Dad’s smile wavers. “That’s definitely a risk. Sigma would delete any Pioneer that tries to enter its control unit. And we’d also lose the element of surprise. But the sacrifice wouldn’t be in vain. The loss of radio contact with one of the Pioneers would alert all the others, and it would tell them exactly where Sigma is. Then it would be five tanks against one, and those are pretty good odds.”

This makes sense, but I’m still not satisfied. There are other problems with the plan. So many things could go wrong. I don’t mean to sound critical, but I can’t help but think that the Pioneers could’ve come up with something better if they’d been allowed to participate in the planning process. And maybe it’s not too late, maybe we can still make changes. I want to ask Dad if that’s possible, but I don’t want to hurt his feelings, so I take an extra hundredth of a second to figure out what to say. But before I can synthesize the first word, an enormous explosion rocks the basin.

My acoustic sensor measures the noise at one hundred fifty decibels, the loudest sound I’ve ever heard. Half a second later I hear another explosion that isn’t quite as loud but still makes the ground tremble. I shift my legs, planting my footpads as firmly as I can in the mud, and turn toward the noise. I’m sure that Sigma has attacked us. The AI must’ve targeted the group of Pioneers behind me, most likely with a guided missile or bomb. As I turn my turret, I brace myself for the sight of the wreckage, the twisted shards of the robots scattered across the ground.

But instead I see the Pioneers standing next to General Hawke, all facing the T-90. A plume of smoke drifts upward from the muzzle of the tank’s main gun. Another plume rises from one of the snow-covered ridges, about a half a mile away. Now I realize what happened: the first noise was the firing of a shell from the tank’s gun, and the second was the shell’s detonation on the mountainside. Zia has successfully completed the training exercise, and the other Pioneers are applauding her well-aimed shot. I can hear their synthesized cheers amid the echoes from the two explosions.

Hawke shouts, “Good job, Allawi!” into his radio. Then he points at me. “Your turn, Armstrong. Get over here.”

I’m so distressed I don’t even say good-bye to Dad. As I stride toward the general, Zia transfers back to her robot, and the others gather around her, still cheering. But I can’t shake the image that just swept through my circuits, the vision of twisted, smoking wreckage, the awful premonition of the end of the Pioneers.

• • •

Driving the T-90 and firing its gun should’ve been one of the highlights of my robotic life, but my bad mood spoils everything.
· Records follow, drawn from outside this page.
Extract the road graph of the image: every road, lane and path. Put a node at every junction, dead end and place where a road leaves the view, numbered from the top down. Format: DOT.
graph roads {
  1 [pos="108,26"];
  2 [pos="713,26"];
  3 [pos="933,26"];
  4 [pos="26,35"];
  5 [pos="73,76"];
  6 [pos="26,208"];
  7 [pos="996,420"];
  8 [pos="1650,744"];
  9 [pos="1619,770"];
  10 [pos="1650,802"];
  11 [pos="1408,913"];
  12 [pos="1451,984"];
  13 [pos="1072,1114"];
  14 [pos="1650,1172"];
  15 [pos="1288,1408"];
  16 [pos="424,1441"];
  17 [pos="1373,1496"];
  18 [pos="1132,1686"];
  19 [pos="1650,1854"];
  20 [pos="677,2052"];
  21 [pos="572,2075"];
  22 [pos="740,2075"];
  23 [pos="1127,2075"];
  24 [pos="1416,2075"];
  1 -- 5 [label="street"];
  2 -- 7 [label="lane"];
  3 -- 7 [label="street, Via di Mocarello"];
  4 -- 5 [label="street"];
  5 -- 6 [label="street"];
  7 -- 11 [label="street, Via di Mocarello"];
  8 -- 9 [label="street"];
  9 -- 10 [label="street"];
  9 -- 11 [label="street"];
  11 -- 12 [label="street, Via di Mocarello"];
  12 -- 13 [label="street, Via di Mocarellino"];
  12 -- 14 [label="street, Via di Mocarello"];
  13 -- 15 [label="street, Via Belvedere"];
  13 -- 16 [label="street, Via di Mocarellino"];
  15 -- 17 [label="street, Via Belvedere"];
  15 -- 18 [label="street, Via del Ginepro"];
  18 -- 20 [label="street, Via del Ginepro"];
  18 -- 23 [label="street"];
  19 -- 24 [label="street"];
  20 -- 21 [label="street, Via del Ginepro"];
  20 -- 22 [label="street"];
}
I go through the motions, steering the tank across the basin, but it doesn’t seem a whole lot different from driving the Humvee. And there’s nothing particularly fantastic about shooting the main gun—you just measure the wind speed, calculate the trajectory, and pull the trigger. I complete the exercise in seven minutes, then transfer back to my robot. Then I watch four more Pioneers do the same thing.

After the training session, while the others are striding back to the freight elevator, I approach Hawke and ask him again if he’s heard any news about Ryan. The general shakes his head and gives me the same line about the police and FBI being “on the case.” I want to ask him what this means exactly, but he marches off before I get a chance.

Hawke has scheduled a briefing for later this afternoon, at sixteen hundred hours. I assume that’s when he’ll announce that we’re leaving for Russia. In the meantime, Zia leads us to the gym on Pioneer Base’s lowest level. We take the freight elevator downstairs, and when the doors open, I do a double take—six Pioneers are already lined up on the concrete floor. They stand there like statues, silent and motionless, their torsos stamped with the labels 1A, 2A, 3A, and so on. They’re the evil twins, the empty, lifeless robots usually kept in our rooms. I have no idea why they’re here.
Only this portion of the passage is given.